Genetic and environmental influences on insomnia, daytime sleepiness, and obesity in twins

Abstract

Study objectives: To better understand the relationships of insomnia, sleepiness, and obesity.

Design: Classic twin study.

Setting: A community-based twin registry in Washington State.

Patients or participants: One thousand forty-two monozygotic and 828 dizygotic twin pairs participating in the University of Washington Twin Registry.

Interventions: N/A.

Measurements and results: Twins were, on average, 32 years old; 61% were women, and 19.5% were obese, defined as a body mass index > or = 28. Insomnia and sleepiness were endorsed by 19.3% and 3.7% of twins, respectively. Twin correlations were higher in monozygotic than dizygotic twins for insomnia (0.47 versus 0.15), sleepiness (0.37 versus 0.14), and obesity (0.82 versus 0.46).

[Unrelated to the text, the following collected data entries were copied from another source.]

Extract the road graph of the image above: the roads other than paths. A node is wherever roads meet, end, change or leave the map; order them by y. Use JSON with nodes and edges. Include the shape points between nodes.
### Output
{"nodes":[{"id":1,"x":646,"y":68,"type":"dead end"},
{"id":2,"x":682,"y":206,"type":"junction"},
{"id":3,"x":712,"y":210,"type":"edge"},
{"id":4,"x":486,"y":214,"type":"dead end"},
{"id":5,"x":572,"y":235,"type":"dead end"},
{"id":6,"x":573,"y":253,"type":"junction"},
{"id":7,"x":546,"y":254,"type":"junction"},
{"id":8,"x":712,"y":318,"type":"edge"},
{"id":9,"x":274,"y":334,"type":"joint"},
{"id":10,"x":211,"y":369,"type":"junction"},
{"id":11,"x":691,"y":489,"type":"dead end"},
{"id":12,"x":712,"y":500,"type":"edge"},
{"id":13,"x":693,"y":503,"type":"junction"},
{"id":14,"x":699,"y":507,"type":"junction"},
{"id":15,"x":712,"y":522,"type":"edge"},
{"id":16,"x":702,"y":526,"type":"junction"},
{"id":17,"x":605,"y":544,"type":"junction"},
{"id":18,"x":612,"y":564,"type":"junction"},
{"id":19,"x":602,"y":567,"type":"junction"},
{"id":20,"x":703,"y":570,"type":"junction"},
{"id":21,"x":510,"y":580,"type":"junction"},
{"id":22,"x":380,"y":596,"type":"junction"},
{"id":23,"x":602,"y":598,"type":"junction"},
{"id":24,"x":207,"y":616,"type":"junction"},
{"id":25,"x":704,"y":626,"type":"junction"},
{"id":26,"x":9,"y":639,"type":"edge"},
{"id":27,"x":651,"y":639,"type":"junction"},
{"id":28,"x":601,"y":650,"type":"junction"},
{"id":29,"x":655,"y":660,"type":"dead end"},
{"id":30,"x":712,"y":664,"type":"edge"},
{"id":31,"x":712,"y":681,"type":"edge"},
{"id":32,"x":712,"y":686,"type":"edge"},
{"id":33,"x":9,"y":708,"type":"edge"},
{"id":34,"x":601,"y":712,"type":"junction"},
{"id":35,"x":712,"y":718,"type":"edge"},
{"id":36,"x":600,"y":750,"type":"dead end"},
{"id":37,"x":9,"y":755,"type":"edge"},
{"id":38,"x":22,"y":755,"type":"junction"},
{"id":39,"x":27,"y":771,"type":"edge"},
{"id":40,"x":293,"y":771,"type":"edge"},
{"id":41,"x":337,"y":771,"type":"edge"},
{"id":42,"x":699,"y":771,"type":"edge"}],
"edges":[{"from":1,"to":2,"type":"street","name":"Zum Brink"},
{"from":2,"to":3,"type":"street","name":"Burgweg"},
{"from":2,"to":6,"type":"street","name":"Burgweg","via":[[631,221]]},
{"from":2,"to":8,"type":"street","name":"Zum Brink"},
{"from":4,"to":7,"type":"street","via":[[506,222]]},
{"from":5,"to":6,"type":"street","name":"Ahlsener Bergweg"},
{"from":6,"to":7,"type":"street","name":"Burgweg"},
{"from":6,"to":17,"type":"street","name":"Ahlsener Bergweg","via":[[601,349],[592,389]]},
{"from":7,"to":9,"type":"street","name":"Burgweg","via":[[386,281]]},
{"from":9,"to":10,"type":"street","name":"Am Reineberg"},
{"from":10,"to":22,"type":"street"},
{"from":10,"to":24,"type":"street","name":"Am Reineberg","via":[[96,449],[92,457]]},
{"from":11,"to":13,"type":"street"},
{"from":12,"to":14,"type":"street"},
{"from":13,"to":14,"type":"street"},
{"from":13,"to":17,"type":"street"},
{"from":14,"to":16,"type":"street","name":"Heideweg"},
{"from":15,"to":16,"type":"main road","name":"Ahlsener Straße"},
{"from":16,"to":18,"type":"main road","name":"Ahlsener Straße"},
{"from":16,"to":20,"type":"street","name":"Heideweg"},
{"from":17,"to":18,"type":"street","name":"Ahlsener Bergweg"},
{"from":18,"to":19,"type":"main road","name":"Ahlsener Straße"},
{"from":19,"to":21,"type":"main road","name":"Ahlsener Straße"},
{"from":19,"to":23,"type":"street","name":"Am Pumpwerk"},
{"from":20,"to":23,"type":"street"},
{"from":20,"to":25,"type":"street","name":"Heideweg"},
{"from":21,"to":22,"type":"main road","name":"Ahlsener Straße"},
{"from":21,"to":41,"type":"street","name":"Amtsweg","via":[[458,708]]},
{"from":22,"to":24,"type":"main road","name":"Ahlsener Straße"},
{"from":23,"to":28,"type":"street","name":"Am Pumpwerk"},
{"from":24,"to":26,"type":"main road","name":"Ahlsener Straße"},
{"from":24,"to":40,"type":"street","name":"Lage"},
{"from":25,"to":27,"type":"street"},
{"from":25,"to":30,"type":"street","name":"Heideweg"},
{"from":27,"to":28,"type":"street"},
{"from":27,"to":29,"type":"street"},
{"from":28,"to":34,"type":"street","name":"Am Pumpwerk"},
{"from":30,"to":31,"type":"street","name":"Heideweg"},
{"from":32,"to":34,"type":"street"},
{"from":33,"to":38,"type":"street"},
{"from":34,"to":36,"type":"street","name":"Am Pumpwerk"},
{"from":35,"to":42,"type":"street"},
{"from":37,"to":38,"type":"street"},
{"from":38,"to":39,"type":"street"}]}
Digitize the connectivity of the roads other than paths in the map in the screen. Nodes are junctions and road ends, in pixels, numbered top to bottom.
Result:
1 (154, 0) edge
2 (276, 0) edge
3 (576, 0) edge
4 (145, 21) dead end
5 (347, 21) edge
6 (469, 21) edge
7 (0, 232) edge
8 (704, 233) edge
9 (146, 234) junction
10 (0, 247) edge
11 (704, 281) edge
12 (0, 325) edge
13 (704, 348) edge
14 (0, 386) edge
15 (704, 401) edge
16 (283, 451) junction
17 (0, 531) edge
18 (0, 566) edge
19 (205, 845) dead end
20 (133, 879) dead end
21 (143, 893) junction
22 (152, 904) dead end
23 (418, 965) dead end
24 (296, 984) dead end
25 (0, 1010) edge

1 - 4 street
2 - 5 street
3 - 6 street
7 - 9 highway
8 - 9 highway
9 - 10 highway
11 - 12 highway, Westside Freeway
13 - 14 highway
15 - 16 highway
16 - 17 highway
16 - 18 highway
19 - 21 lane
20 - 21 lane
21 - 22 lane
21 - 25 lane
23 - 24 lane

Heritability estimates were 57% for insomnia (p < .001; 95% confidence interval 47-63), 38% for sleepiness (p < .01; 95% confidence interval 16-46), and 73% for obesity (p < .001; 95% confidence interval 49-87). Multivariate genetic model fitting revealed that common additive genetic effects comprised 12.8% of the phenotypic correlation between insomnia and sleepiness (p < .01) and 10% of the phenotypic correlation between insomnia and obesity (p < .01). The phenotypic correlation between sleepiness and obesity was not due to common additive genetic effects.

Conclusions: Insomnia, sleepiness, and obesity are under strong genetic influence. Common genetic effects were observed between insomnia and both sleepiness and obesity, suggesting shared genetic contributions to these phenomena.